Title: Foundation of multi-criteria quality scoring
Subject: Computer and information science
Faculty: Faculty of technology
Date: Friday 7 June 2019 at 10.15 am
Place: Room B2018, building B, Växjö
External reviewer: Dr Harald Störrle, principal IT consultant, QAware GmbH, München, Germany
Chairperson: Dr Diego Perez, department of computer science and media technology, Linnaeus University
Supervisor: Dr Anna Wingkvist, department of computer science and media technology, Linnaeus University
Examiner: Professor Danny Weyns, department of computer science and media technology, Linnaeus University
Software quality becomes more critical as our dependence on software increases. We need better quality assessment than ever. Comparison and ranking of software artifacts, detection of bad or good quality are important tasks for quality assessment.
Software quality models are widely used to support quality assessment. In general, they have a hierarchical structure and defines quality in terms of sub-qualities and metrics in a tree-like structure. Different metrics evaluate different quality criteria, and several metrics often needs to be assessed and aggregated to obtain a total quality score. The quality models standards of today do not enable numerical metrics aggregation. They leave aggregation to decision makers, and different methods of aggregation lead to different assessment results and interpretations. Hence, there is a need to define metrics aggregation formally based on well-known theories.

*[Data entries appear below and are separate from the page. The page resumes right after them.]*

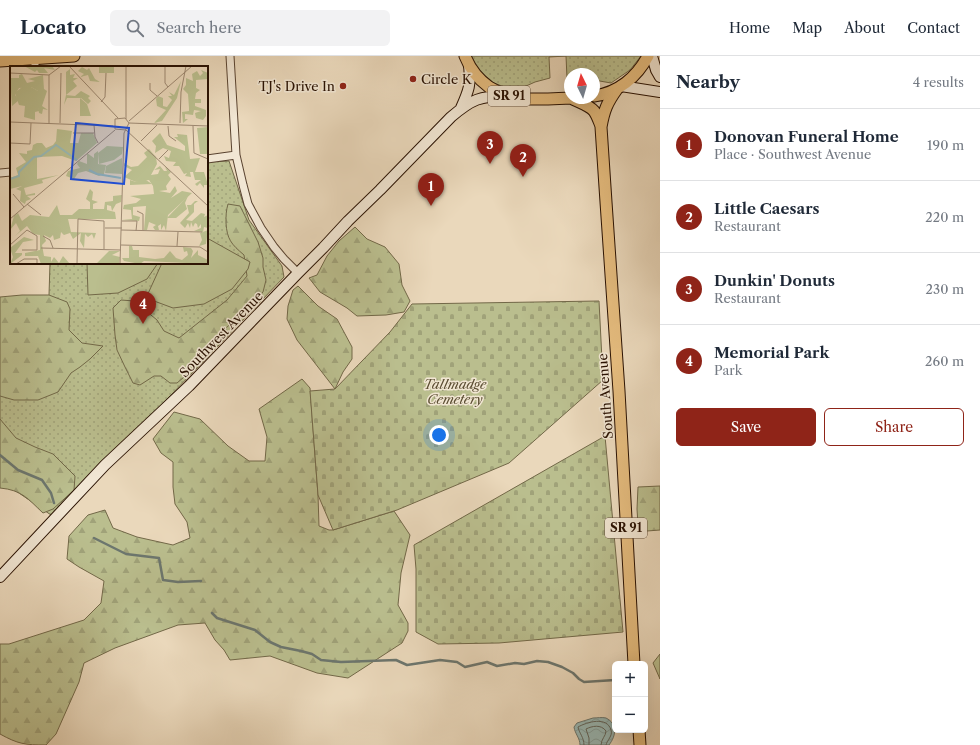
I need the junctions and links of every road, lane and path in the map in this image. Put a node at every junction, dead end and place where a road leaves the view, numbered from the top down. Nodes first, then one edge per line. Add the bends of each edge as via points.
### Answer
1 (74, 56) edge
2 (230, 56) edge
3 (648, 56) edge
4 (652, 56) edge
5 (0, 61) edge
6 (467, 61) edge
7 (35, 63) edge
8 (660, 77) edge
9 (619, 87) junction
10 (660, 92) edge
11 (600, 95) edge
12 (507, 96) junction
13 (564, 98) edge
14 (584, 104) edge
15 (461, 108) junction
16 (601, 127) junction
17 (236, 155) junction
18 (208, 159) edge
19 (10, 172) edge
20 (0, 173) edge
21 (298, 273) junction
22 (0, 577) edge
23 (634, 661) edge
24 (639, 733) edge
25 (640, 745) edge

1 - 7 main road
2 - 17 street
3 - 9 main road, SR 91 via 635,75
4 - 8 street
5 - 7 main road
6 - 12 main road, SR 91 via 485,84
6 - 15 street, Southwest Avenue via 469,90
9 - 10 street
9 - 11 main road
9 - 16 main road, South Avenue / SR 91 via 606,105
12 - 13 main road, SR 91 via 522,99
12 - 15 street, Southwest Avenue via 480,98
14 - 16 main road, South Avenue / SR 91 via 593,110
15 - 21 street, Southwest Avenue
16 - 23 main road, South Avenue / SR 91
17 - 18 street
17 - 21 street via 248,204 274,247
19 - 20 street
21 - 22 street, Southwest Avenue via 189,386 106,465
24 - 25 main road

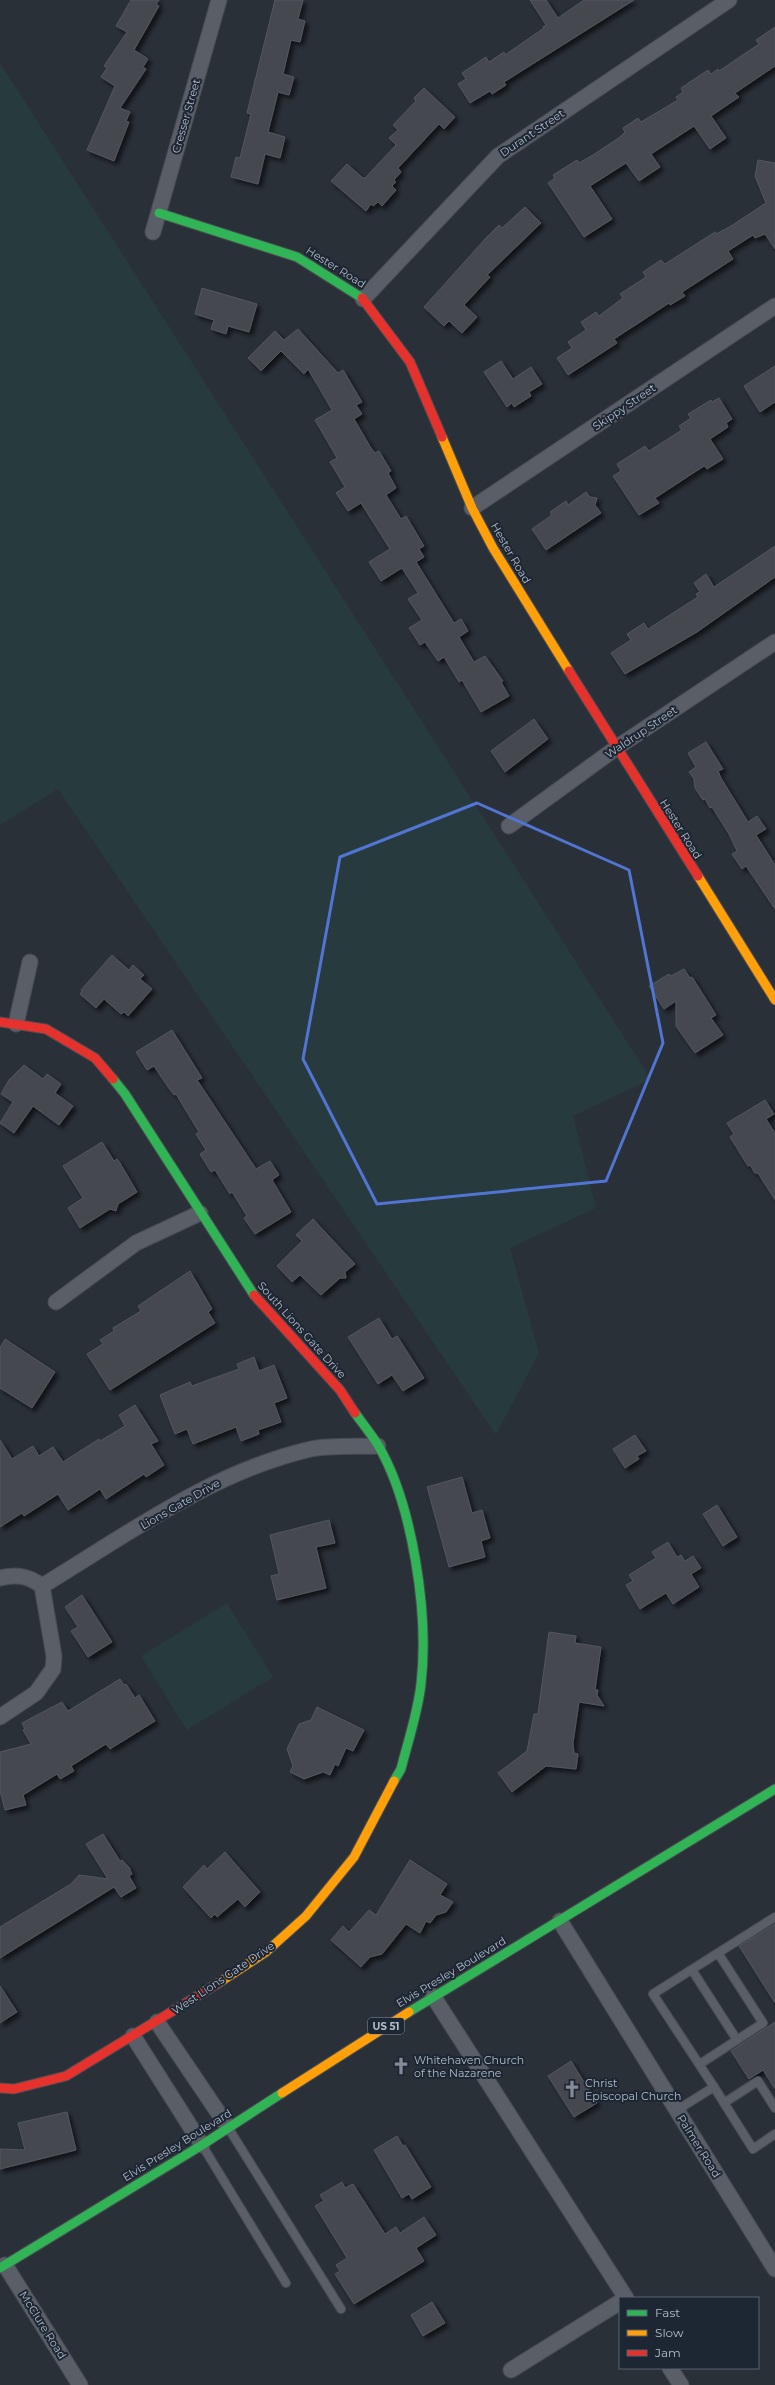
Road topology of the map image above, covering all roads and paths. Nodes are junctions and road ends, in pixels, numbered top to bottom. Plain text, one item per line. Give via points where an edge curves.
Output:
1 (219, 0) edge
2 (729, 0) edge
3 (159, 214) junction
4 (153, 232) dead end
5 (363, 299) junction
6 (775, 306) edge
7 (472, 508) junction
8 (775, 642) edge
9 (616, 748) junction
10 (508, 826) dead end
11 (30, 962) dead end
12 (775, 1000) edge
13 (0, 1022) edge
14 (16, 1024) junction
15 (200, 1213) junction
16 (56, 1302) dead end
17 (378, 1446) junction
18 (0, 1578) edge
19 (42, 1586) junction
20 (421, 1684) joint
21 (0, 1716) edge
22 (775, 1789) edge
23 (775, 1917) edge
24 (560, 1921) junction
25 (718, 1953) junction
26 (692, 1970) junction
27 (433, 1996) junction
28 (157, 2022) junction
29 (133, 2036) junction
30 (738, 2040) junction
31 (700, 2064) junction
32 (714, 2087) junction
33 (0, 2088) edge
34 (724, 2103) junction
35 (775, 2108) edge
36 (677, 2110) junction
37 (228, 2127) junction
38 (775, 2134) edge
39 (202, 2145) junction
40 (3, 2267) edge
41 (775, 2269) edge
42 (286, 2283) dead end
43 (625, 2297) edge
44 (619, 2303) edge
45 (341, 2309) dead end
46 (671, 2369) edge
47 (511, 2370) dead end
48 (80, 2385) edge
49 (681, 2385) edge

1 - 3 street, Cresser Street
2 - 5 street, Durant Street via 498,156
3 - 4 street, Cresser Street
3 - 5 street, Hester Road via 297,257
5 - 7 street, Hester Road via 410,362
6 - 7 street, Skippy Street
7 - 9 street, Hester Road via 493,548
8 - 9 street, Waldrup Street
9 - 10 street, Waldrup Street
9 - 12 street, Hester Road
11 - 14 street
13 - 14 street, South Lions Gate Drive
14 - 15 street, South Lions Gate Drive via 46,1029 95,1058 125,1094
15 - 16 street via 136,1243
15 - 17 street, South Lions Gate Drive via 256,1299 340,1390
17 - 19 street, Lions Gate Drive via 312,1449 260,1464 210,1484
17 - 20 street, South Lions Gate Drive via 393,1478 405,1514 420,1592
18 - 19 street via 16,1575 32,1578
19 - 21 street via 54,1656 53,1669 36,1694
20 - 28 street, West Lions Gate Drive via 401,1769 354,1857 334,1883 306,1916 266,1952
22 - 24 street, Elvis Presley Boulevard / US 51
23 - 25 lane
24 - 27 street, Elvis Presley Boulevard / US 51
24 - 36 street, Palmer Road
25 - 26 lane
25 - 30 lane via 763,2023
26 - 30 lane
26 - 31 lane via 654,1994
27 - 37 street, Elvis Presley Boulevard / US 51
27 - 43 street
28 - 29 street, West Lions Gate Drive
28 - 37 street
29 - 33 street, West Lions Gate Drive via 66,2076 14,2089
29 - 39 street
30 - 31 lane
31 - 32 lane
32 - 34 lane
32 - 36 lane
34 - 35 lane via 758,2081
34 - 38 lane via 754,2149
36 - 41 street, Palmer Road
37 - 39 street, Elvis Presley Boulevard / US 51
37 - 45 lane
39 - 40 street, Elvis Presley Boulevard / US 51
39 - 42 lane
40 - 48 street, McClure Road
44 - 47 street
46 - 49 street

We propose to consider the probabilistic nature of quality as a solution. We consider metrics as random variables and define quality scores based on joint probabilities. The aggregation, and the quality model in extension, express quality as the probability of detecting something with equal or worse quality, based on all software projects observed; good and bad quality is expressed in terms of lower and higher probabilities. We analyze metrics dependencies using Bayesian networks and define quality models as directed acyclic graphs. Nodes correspond to metrics, and edges indicate dependencies. We propose an implementation using multi-threading to improve the efficiency of joint probabilities computations.

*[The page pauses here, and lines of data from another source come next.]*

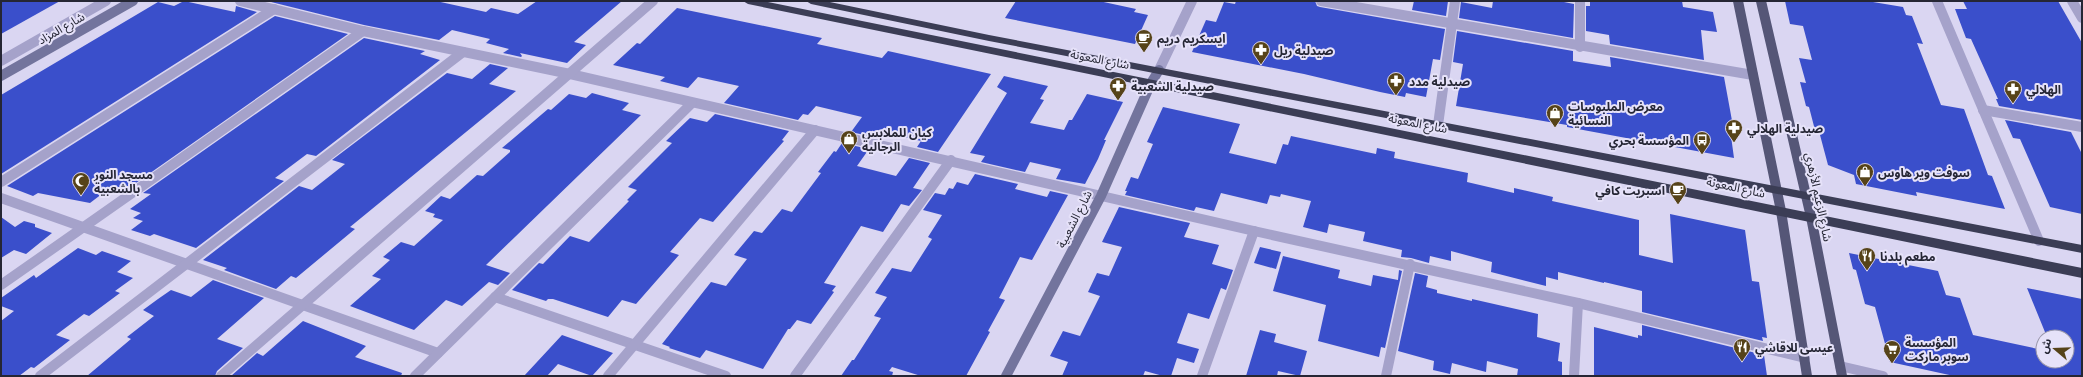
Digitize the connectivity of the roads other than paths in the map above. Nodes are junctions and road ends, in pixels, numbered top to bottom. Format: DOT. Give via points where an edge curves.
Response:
graph roads {
  1 [pos="106,1"];
  2 [pos="133,1"];
  3 [pos="240,1"];
  4 [pos="653,1"];
  5 [pos="748,1"];
  6 [pos="811,1"];
  7 [pos="1192,1"];
  8 [pos="1324,1"];
  9 [pos="1455,1"];
  10 [pos="1580,1"];
  11 [pos="1738,1"];
  12 [pos="1761,1"];
  13 [pos="1937,1"];
  14 [pos="2072,1"];
  15 [pos="274,9"];
  16 [pos="2082,18"];
  17 [pos="1452,24"];
  18 [pos="363,31"];
  19 [pos="1580,47"];
  20 [pos="463,52"];
  21 [pos="1,61"];
  22 [pos="1159,70"];
  23 [pos="570,74"];
  24 [pos="1753,75"];
  25 [pos="1,76"];
  26 [pos="1151,83"];
  27 [pos="692,103"];
  28 [pos="1983,110"];
  29 [pos="1438,125"];
  30 [pos="2082,128"];
  31 [pos="815,130"];
  32 [pos="951,160"];
  33 [pos="1,182"];
  34 [pos="1777,191"];
  35 [pos="1101,196"];
  36 [pos="1806,196"];
  37 [pos="1,198"];
  38 [pos="1781,211"];
  39 [pos="1811,217"];
  40 [pos="85,227"];
  41 [pos="1254,231"];
  42 [pos="2039,241"];
  43 [pos="2082,249"];
  44 [pos="187,264"];
  45 [pos="1410,264"];
  46 [pos="2082,273"];
  47 [pos="1,285"];
  48 [pos="495,297"];
  49 [pos="1578,303"];
  50 [pos="304,305"];
  51 [pos="636,345"];
  52 [pos="438,353"];
  53 [pos="1805,358"];
  54 [pos="1841,371"];
  55 [pos="40,376"];
  56 [pos="221,376"];
  57 [pos="415,376"];
  58 [pos="608,376"];
  59 [pos="726,376"];
  60 [pos="795,376"];
  61 [pos="1006,376"];
  62 [pos="1202,376"];
  63 [pos="1386,376"];
  64 [pos="1574,376"];
  65 [pos="1807,376"];
  66 [pos="1883,376"];
  1 -- 21 [label="street"];
  2 -- 25 [label="street, شارع المزاد"];
  3 -- 15 [label="street"];
  4 -- 23 [label="street"];
  5 -- 26 [label="highway, شارع المعونة"];
  6 -- 22 [label="highway, شارع المعونة"];
  7 -- 22 [label="street"];
  8 -- 17 [label="street"];
  9 -- 17 [label="street"];
  10 -- 19 [label="street"];
  11 -- 24 [label="main road"];
  12 -- 36 [label="main road, شارع الزعيم الأزهري"];
  13 -- 28 [label="street"];
  14 -- 16 [label="street"];
  15 -- 18 [label="street"];
  15 -- 33 [label="street"];
  17 -- 19 [label="street"];
  17 -- 29 [label="street"];
  18 -- 20 [label="street"];
  18 -- 40 [label="street"];
  19 -- 24 [label="street"];
  20 -- 23 [label="street"];
  20 -- 44 [label="street"];
  22 -- 26 [label="street, شارع الشعبية"];
  22 -- 29 [label="highway, شارع المعونة"];
  23 -- 27 [label="street"];
  23 -- 50 [label="street"];
  24 -- 34 [label="main road"];
  26 -- 35 [label="street, شارع الشعبية"];
  26 -- 38 [label="highway, شارع المعونة"];
  27 -- 31 [label="street"];
  27 -- 48 [label="street"];
  28 -- 30 [label="street"];
  28 -- 42 [label="street"];
  29 -- 34 [label="highway, شارع المعونة"];
  31 -- 32 [label="street"];
  31 -- 51 [label="street"];
  32 -- 35 [label="street"];
  32 -- 60 [label="street"];
  34 -- 36 [label="highway, شارع المعونة"];
  34 -- 38 [label="main road"];
  35 -- 41 [label="street"];
  35 -- 61 [label="street, شارع الشعبية"];
  36 -- 39 [label="main road, شارع الزعيم الأزهري"];
  36 -- 42 [label="highway, شارع المعونة"];
  37 -- 40 [label="street"];
  38 -- 39 [label="highway, شارع المعونة"];
  38 -- 53 [label="main road"];
  39 -- 46 [label="highway, شارع المعونة"];
  39 -- 54 [label="main road, شارع الزعيم الأزهري"];
  40 -- 44 [label="street"];
  40 -- 47 [label="street"];
  41 -- 45 [label="street"];
  41 -- 62 [label="street"];
  42 -- 43 [label="highway, شارع المعونة"];
  44 -- 50 [label="street"];
  44 -- 55 [label="street"];
  45 -- 49 [label="street"];
  45 -- 63 [label="street"];
  48 -- 51 [label="street"];
  48 -- 52 [label="street"];
  49 -- 53 [label="street"];
  49 -- 64 [label="street"];
  50 -- 52 [label="street"];
  50 -- 56 [label="street"];
  51 -- 58 [label="street"];
  51 -- 59 [label="street"];
  52 -- 57 [label="street"];
  53 -- 65 [label="main road"];
  54 -- 66 [label="street"];
}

We validate our approach theoretically and in an empirical study on software quality assessment of approximately 100,000 real-world software artifacts with approximately 4,000,000 measurements in total. The results show that our approach gives likely results and scales in performance to large projects.
We also applied our approach to a multi-criteria decision-making task to propose a ranking method to aid evaluation processes. We use a real-world funding allocation problem for a call that attracted approximately 600 applications to evaluate our approach. We compared our approach with the traditional weighted sum aggregation model and found that ranks are similar between the two methods, but our approach provides a more sound basis for a fair assessment.
Further, we implemented an exploratory multivariate data visualization tool, which visualizes the similarities between software artifacts based on joint distributions. We illustrate the usability of our tool with two case studies of real-world examples: a set of technical documents and an open source project written in Java.
Our overall results show that our approach for multi-criteria quality scoring is well-defined, has a clear interpretation, and is applicable under realistic conditions, generalizable, and transferable to other domains.